It's July of 2020. Donald Trump's prospects for reelection aren't particularly hot, given that his approval rating has hovered near 40 percent for the last three-and-a-half years. Despite this, gloom is on the faces of two Democratic consultants—Ted and Fred—meeting for coffee at the Starbucks on K Street, NW, in Washington, D.C.
(No, the other Starbucks.)
(No, the other one.)
(Right, that one.)
Ted, bemused to find the name "Dredd" scratched on his cup, takes his seat at the two-top where Fred, a scowl on his face, closes his Washington Post. "Ruth Bader Ginsburg: 1933-2020" reads the headline above the fold, in massive type. A city, and the party that dominates it, is in mourning.
Ted: Who is named "Dredd," anyway? What is this, Mega-City One? Am I wearing a bulky police visor? Am I the law?
Fred: This is the worst day. Just the worst day.
Ted: Yeah, well, I'm sure the Republicans will uphold the Biden rule.
Fred and Ted exchange grimaces.
Fred: Would that it were so simple.
Ted: Well, what are the odds we convince Trump to pick someone good for us? Could sell it as a way for him to make inroads with moderates? Close that 15-point gap in the polls?

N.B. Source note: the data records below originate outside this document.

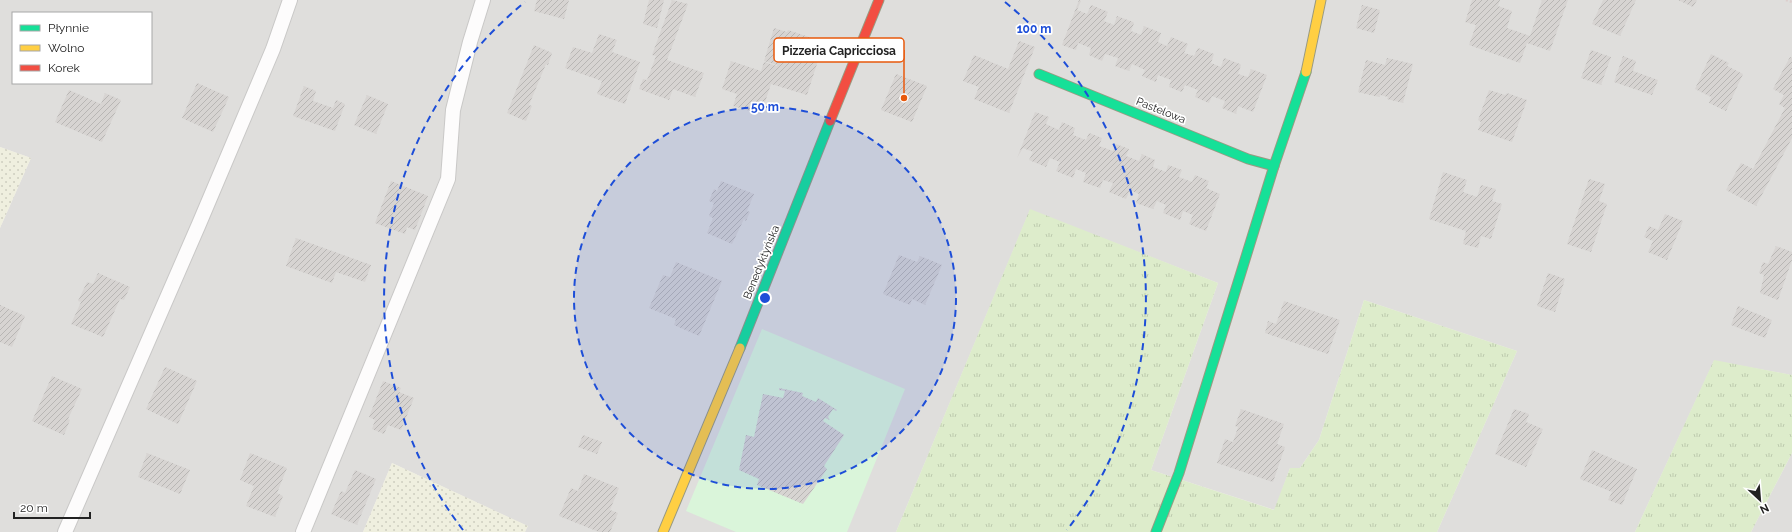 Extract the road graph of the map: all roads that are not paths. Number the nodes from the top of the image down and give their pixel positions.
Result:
1 (290, 0) edge
2 (483, 0) edge
3 (879, 0) edge
4 (1321, 0) edge
5 (1039, 74) dead end
6 (1274, 166) junction
7 (65, 532) edge
8 (303, 532) edge
9 (663, 532) edge
10 (1156, 532) edge

1 - 7 lane
2 - 8 lane
3 - 9 street, Benedyktyńska
4 - 6 street
5 - 6 street, Pastelowa
6 - 10 street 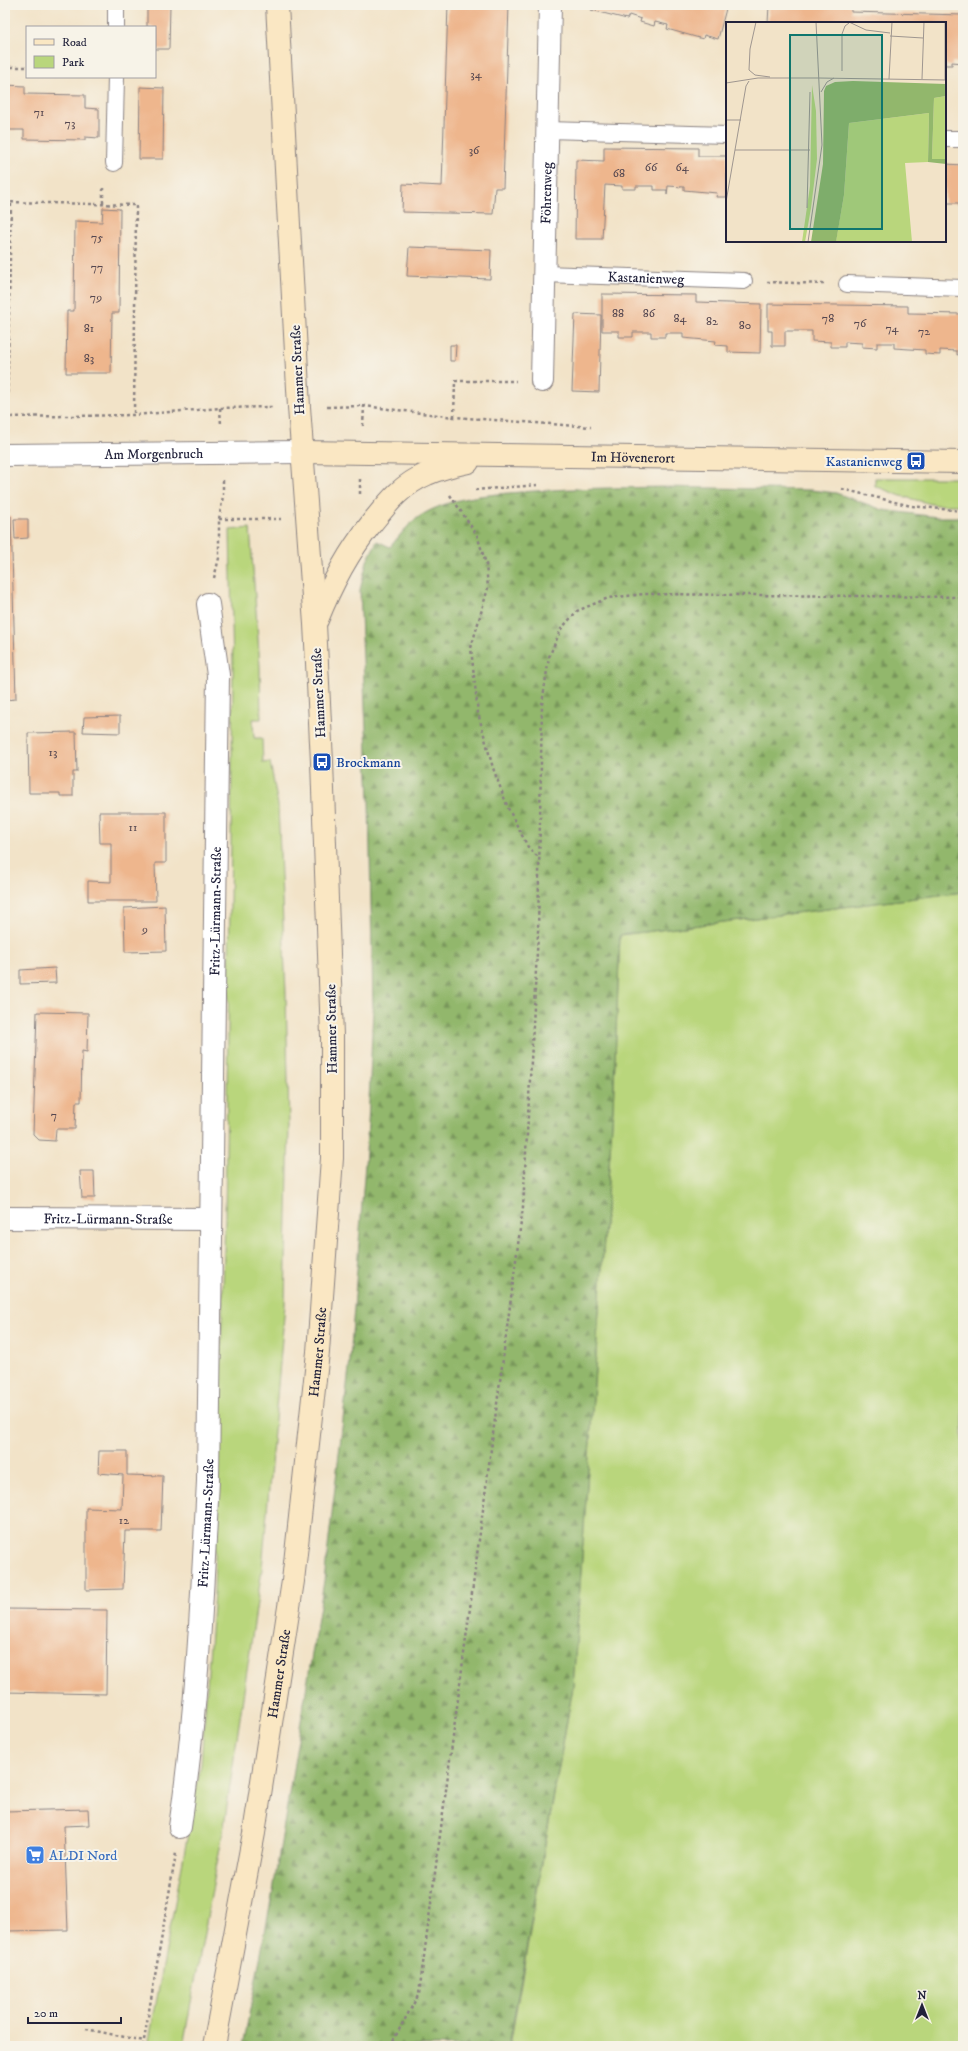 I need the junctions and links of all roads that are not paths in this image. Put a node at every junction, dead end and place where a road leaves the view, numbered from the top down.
1 (116, 5) edge
2 (277, 5) edge
3 (550, 5) edge
4 (116, 26) edge
5 (116, 78) edge
6 (547, 130) junction
7 (726, 135) edge
8 (946, 139) edge
9 (963, 139) edge
10 (114, 163) dead end
11 (544, 274) junction
12 (744, 281) road end
13 (847, 284) road end
14 (963, 288) edge
15 (542, 381) road end
16 (303, 452) junction
17 (5, 455) edge
18 (504, 455) junction
19 (963, 462) edge
20 (208, 604) road end
21 (315, 624) junction
22 (5, 1218) edge
23 (210, 1219) junction
24 (180, 1827) road end
25 (214, 2046) edge

1 - 4 lane
2 - 16 main road, Hammer Straße
3 - 6 street, Föhrenweg
5 - 10 lane
6 - 7 lane
6 - 11 street, Föhrenweg
8 - 9 lane
11 - 12 lane, Kastanienweg
11 - 15 street, Föhrenweg
13 - 14 lane
16 - 17 street, Am Morgenbruch
16 - 18 main road, Im Hövenerort
16 - 21 main road, Hammer Straße
18 - 19 main road, Im Hövenerort
18 - 21 main road
20 - 23 street, Fritz-Lürmann-Straße
21 - 25 main road, Hammer Straße
22 - 23 street, Fritz-Lürmann-Straße
23 - 24 street, Fritz-Lürmann-Straße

Fred: It'll never happen. I don't know if he knows he's finished—he was right and we were wrong last time—but I bet he knows he's finished if he stabs his base in the back with a RBG replacement who isn't a hard-line originalist.

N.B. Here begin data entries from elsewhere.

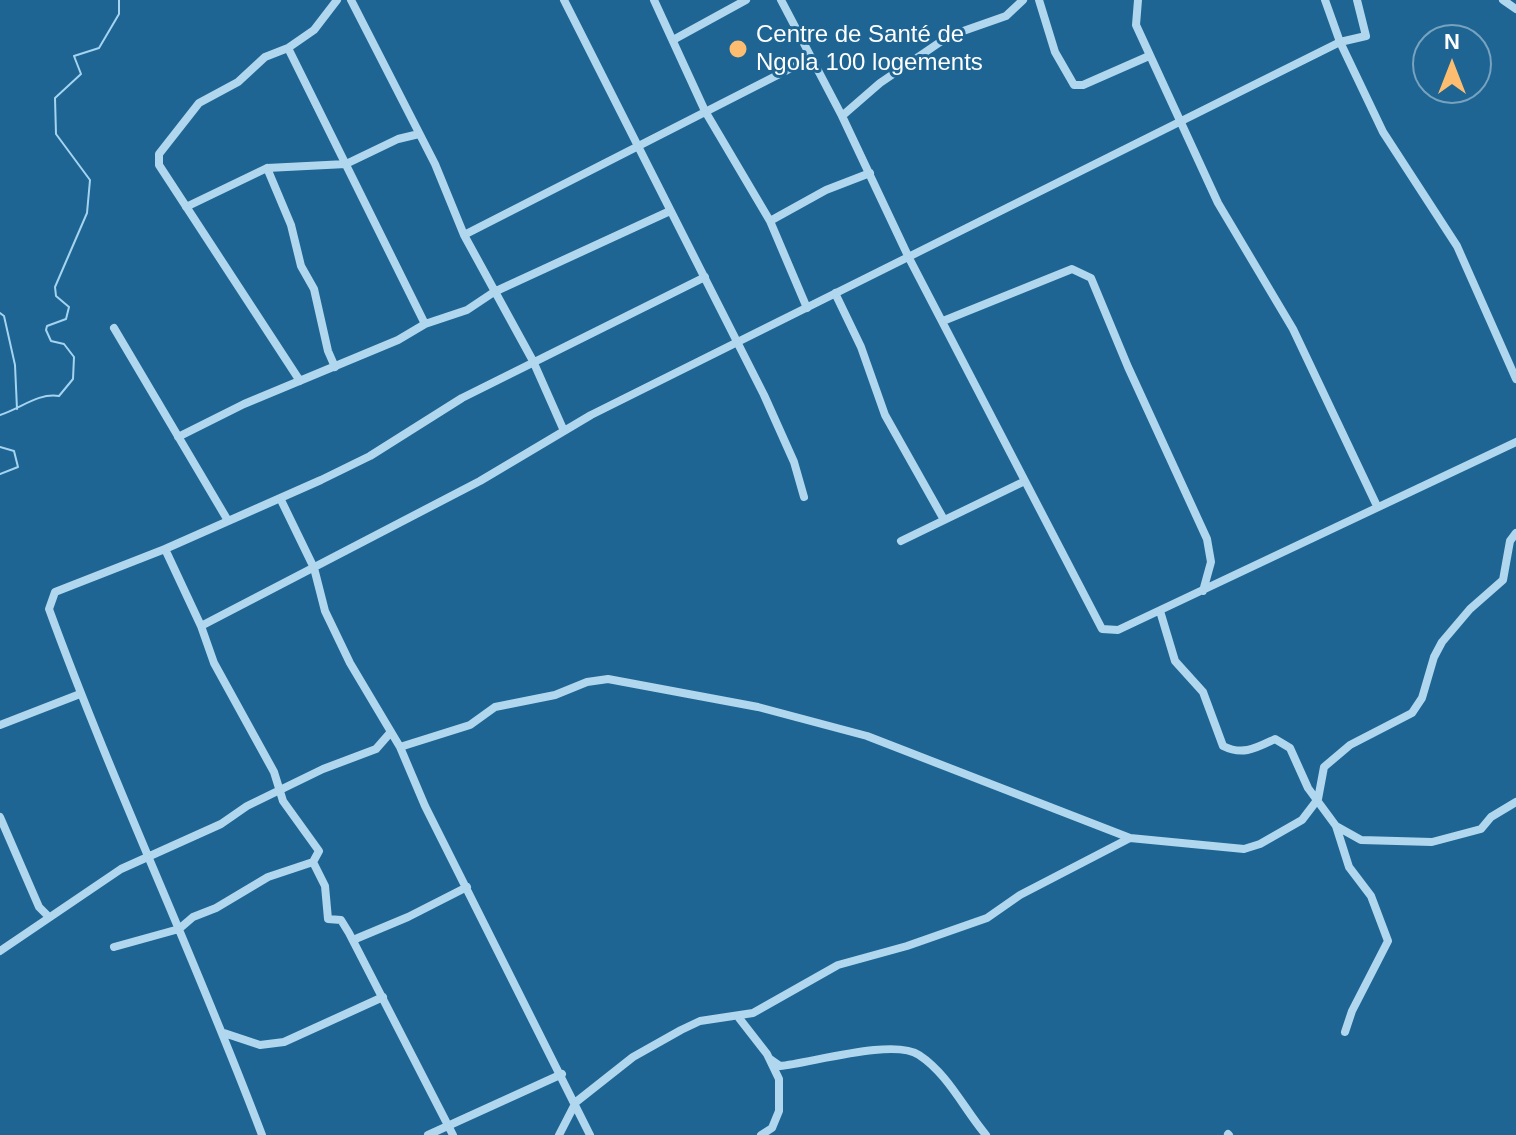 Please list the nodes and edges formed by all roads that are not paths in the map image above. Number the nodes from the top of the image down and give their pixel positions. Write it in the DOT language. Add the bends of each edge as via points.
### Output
graph roads {
  1 [pos="337,0"];
  2 [pos="351,0"];
  3 [pos="564,0"];
  4 [pos="654,0"];
  5 [pos="746,0"];
  6 [pos="781,0"];
  7 [pos="1023,0"];
  8 [pos="1039,0"];
  9 [pos="1138,0"];
  10 [pos="1325,0"];
  11 [pos="1357,0"];
  12 [pos="1503,0"];
  13 [pos="1516,9"];
  14 [pos="673,40"];
  15 [pos="1340,42"];
  16 [pos="288,48"];
  17 [pos="1149,56"];
  18 [pos="811,58"];
  19 [pos="705,111"];
  20 [pos="842,116"];
  21 [pos="1181,124"];
  22 [pos="419,134"];
  23 [pos="635,147"];
  24 [pos="346,164"];
  25 [pos="267,168"];
  26 [pos="870,173"];
  27 [pos="186,207"];
  28 [pos="670,211"];
  29 [pos="770,221"];
  30 [pos="464,235"];
  31 [pos="909,258"];
  32 [pos="705,277"];
  33 [pos="494,292"];
  34 [pos="835,293"];
  35 [pos="807,308"];
  36 [pos="943,321"];
  37 [pos="425,324"];
  38 [pos="114,328"];
  39 [pos="737,342"];
  40 [pos="533,361"];
  41 [pos="335,367"];
  42 [pos="1516,379"];
  43 [pos="300,381"];
  44 [pos="564,431"];
  45 [pos="178,437"];
  46 [pos="1516,442"];
  47 [pos="1025,481"];
  48 [pos="804,497"];
  49 [pos="280,498"];
  50 [pos="1377,506"];
  51 [pos="943,518"];
  52 [pos="227,519"];
  53 [pos="1516,533"];
  54 [pos="901,541"];
  55 [pos="165,549"];
  56 [pos="314,568"];
  57 [pos="1203,591"];
  58 [pos="1160,611"];
  59 [pos="201,626"];
  60 [pos="80,694"];
  61 [pos="0,725"];
  62 [pos="390,733"];
  63 [pos="400,747"];
  64 [pos="279,792"];
  65 [pos="1318,799"];
  66 [pos="1516,802"];
  67 [pos="0,817"];
  68 [pos="1336,826"];
  69 [pos="1130,838"];
  70 [pos="145,856"];
  71 [pos="313,862"];
  72 [pos="467,887"];
  73 [pos="49,917"];
  74 [pos="179,929"];
  75 [pos="353,940"];
  76 [pos="114,947"];
  77 [pos="0,951"];
  78 [pos="383,997"];
  79 [pos="739,1018"];
  80 [pos="1345,1032"];
  81 [pos="224,1033"];
  82 [pos="770,1059"];
  83 [pos="562,1074"];
  84 [pos="576,1102"];
  85 [pos="448,1124"];
  86 [pos="260,1135"];
  87 [pos="428,1135"];
  88 [pos="453,1135"];
  89 [pos="559,1135"];
  90 [pos="590,1135"];
  91 [pos="761,1135"];
  92 [pos="986,1135"];
  1 -- 16 [label="street" via="314,30"];
  2 -- 22 [label="street"];
  3 -- 23 [label="street"];
  4 -- 14 [label="street"];
  5 -- 14 [label="street"];
  6 -- 18 [label="street"];
  7 -- 20 [label="street" via="1006,16 949,36"];
  8 -- 17 [label="street" via="1055,52 1074,85"];
  9 -- 17 [label="street" via="1136,25"];
  10 -- 15 [label="street"];
  11 -- 15 [label="street" via="1366,36"];
  12 -- 13 [label="street"];
  14 -- 19 [label="street"];
  15 -- 21 [label="street"];
  15 -- 42 [label="street" via="1383,132 1457,246"];
  16 -- 24 [label="street"];
  16 -- 27 [label="street" via="265,57 238,82 199,103 164,143 159,165"];
  17 -- 21 [label="street"];
  18 -- 19 [label="street"];
  18 -- 20 [label="street"];
  19 -- 23 [label="street"];
  19 -- 29 [label="street"];
  20 -- 26 [label="street"];
  21 -- 31 [label="street"];
  21 -- 50 [label="street" via="1218,203 1293,329"];
  22 -- 24 [label="street"];
  22 -- 30 [label="street"];
  23 -- 28 [label="street"];
  23 -- 30 [label="street"];
  24 -- 25 [label="street"];
  24 -- 37 [label="street"];
  25 -- 27 [label="street"];
  25 -- 41 [label="street" via="314,289"];
  26 -- 29 [label="street"];
  26 -- 31 [label="street"];
  27 -- 43 [label="street"];
  28 -- 32 [label="street"];
  28 -- 33 [label="street"];
  29 -- 35 [label="street"];
  30 -- 33 [label="street"];
  31 -- 34 [label="street"];
  31 -- 36 [label="street"];
  32 -- 39 [label="street"];
  32 -- 40 [label="street"];
  33 -- 37 [label="street" via="467,310"];
  33 -- 40 [label="street"];
  34 -- 35 [label="street"];
  34 -- 51 [label="street" via="885,415"];
  35 -- 39 [label="street"];
  36 -- 47 [label="street"];
  36 -- 57 [label="street" via="1072,269 1091,278 1207,539 1211,562"];
  37 -- 41 [label="street"];
  38 -- 45 [label="street"];
  39 -- 44 [label="street"];
  39 -- 48 [label="street" via="786,444"];
  40 -- 44 [label="street"];
  40 -- 49 [label="street" via="370,456"];
  41 -- 43 [label="street"];
  43 -- 45 [label="street"];
  44 -- 56 [label="street"];
  45 -- 52 [label="street"];
  46 -- 50 [label="street"];
  47 -- 51 [label="street"];
  47 -- 58 [label="street" via="1097,624 1109,632"];
  49 -- 52 [label="street"];
  49 -- 56 [label="street"];
  50 -- 57 [label="street"];
  51 -- 54 [label="street"];
  52 -- 55 [label="street"];
  53 -- 65 [label="street" via="1503,580 1442,642 1412,713 1350,745 1324,767"];
  55 -- 59 [label="street"];
  55 -- 60 [label="street" via="55,592 50,599"];
  56 -- 59 [label="street"];
  56 -- 62 [label="street" via="325,611"];
  57 -- 58 [label="street"];
  58 -- 65 [label="street" via="1175,661 1203,692 1223,746 1235,752 1282,740"];
  59 -- 64 [label="street"];
  60 -- 61 [label="street"];
  60 -- 70 [label="street"];
  62 -- 63 [label="street"];
  62 -- 64 [label="street" via="376,749"];
  63 -- 69 [label="street" via="470,725 495,707 608,679 758,707 867,736"];
  63 -- 72 [label="street"];
  64 -- 70 [label="street"];
  64 -- 71 [label="street" via="319,851"];
  65 -- 68 [label="street"];
  65 -- 69 [label="street" via="1302,820 1244,849"];
  66 -- 68 [label="street" via="1481,829 1432,842 1361,840"];
  67 -- 73 [label="street" via="39,907"];
  68 -- 80 [label="street" via="1349,867 1371,896 1388,941"];
  69 -- 79 [label="street" via="987,918 838,965"];
  70 -- 73 [label="street"];
  70 -- 74 [label="street"];
  71 -- 74 [label="street" via="268,877"];
  71 -- 75 [label="street" via="325,886 328,919 341,920"];
  72 -- 75 [label="street"];
  72 -- 83 [label="street"];
  73 -- 77 [label="street"];
  74 -- 76 [label="street"];
  74 -- 81 [label="street"];
  75 -- 78 [label="street"];
  78 -- 81 [label="street" via="284,1042 260,1045"];
  78 -- 85 [label="street"];
  79 -- 82 [label="street"];
  79 -- 84 [label="street" via="700,1021 681,1030 633,1057"];
  81 -- 86 [label="street"];
  82 -- 91 [label="street" via="781,1098 772,1128"];
  82 -- 92 [label="street" via="780,1066 838,1054 913,1052 952,1088"];
  83 -- 84 [label="street"];
  83 -- 85 [label="street"];
  84 -- 89 [label="street"];
  84 -- 90 [label="street"];
  85 -- 87 [label="street"];
  85 -- 88 [label="street"];
}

Ted utters a low, guttural moan.
Fred: I still can't believe we got screwed on Eric Garland like that. If only—
Ted: Merrick.
Fred: —we'd stuck to [beat], what?
Ted: Merrick. Merrick Garland.
Fred: Are you sure?
Ted: Ayup.
Fred: [After a moment, brow furrowed] Who was Eric Garland?
Ted: You know, that crazy guy on Twitter?
Fred: So anyway, we got screwed on Merlin Garrick or whoever, got stuck with Gorsuch, and well, this sucks.
Ted: Maybe [takes a sip of his double macchiato] we shouldn't have pressured Schumer and the rest of the Senate to filibuster Gorusch?
Fred: We had to! For Derek Parland!
Ted: Well, I mean, I get it. Hell, I got it at the time. I was angry! I wanted revenge! Sure, it was obvious McConnell wasn't going to let the filibuster stop him—
Fred: As we nobly would have, bending to the tradition of the institution!
Ted: Heh, good one, but still, maybe, in retrospect, we should have kept that arrow in the quiver?
Fred: Certainly we could've used gutting Senate rules as a cudgel in one of the tight Senate races this year? Then we could've finally, maybe won control of the Senate?
Ted: Of course, we'd already have control right now if those Bernie Bro Jacotwats hadn't convinced folks to primary Manchin.
Fred: "What does it matter, he'd vote for Judge Napolitano, he's a squish, wahhh."
Ted: A goddamn 50-50 Senate.
Fred: "What does it matter, who cares who controls the Senate, there's no difference between parties, wahhh."
Ted: Sure, it'd be nice to be able to just shelve the Notorious RBG replacement—a little turnabout is fair play, you know? But hey: purity!
Fred: Ah well. At least President Chelsea Clinton will get to replace Kennedy.
Ted: Can you believe people believed her when she said she wasn't running?
Fred: A sucker's born every minute, my friend. Every minute.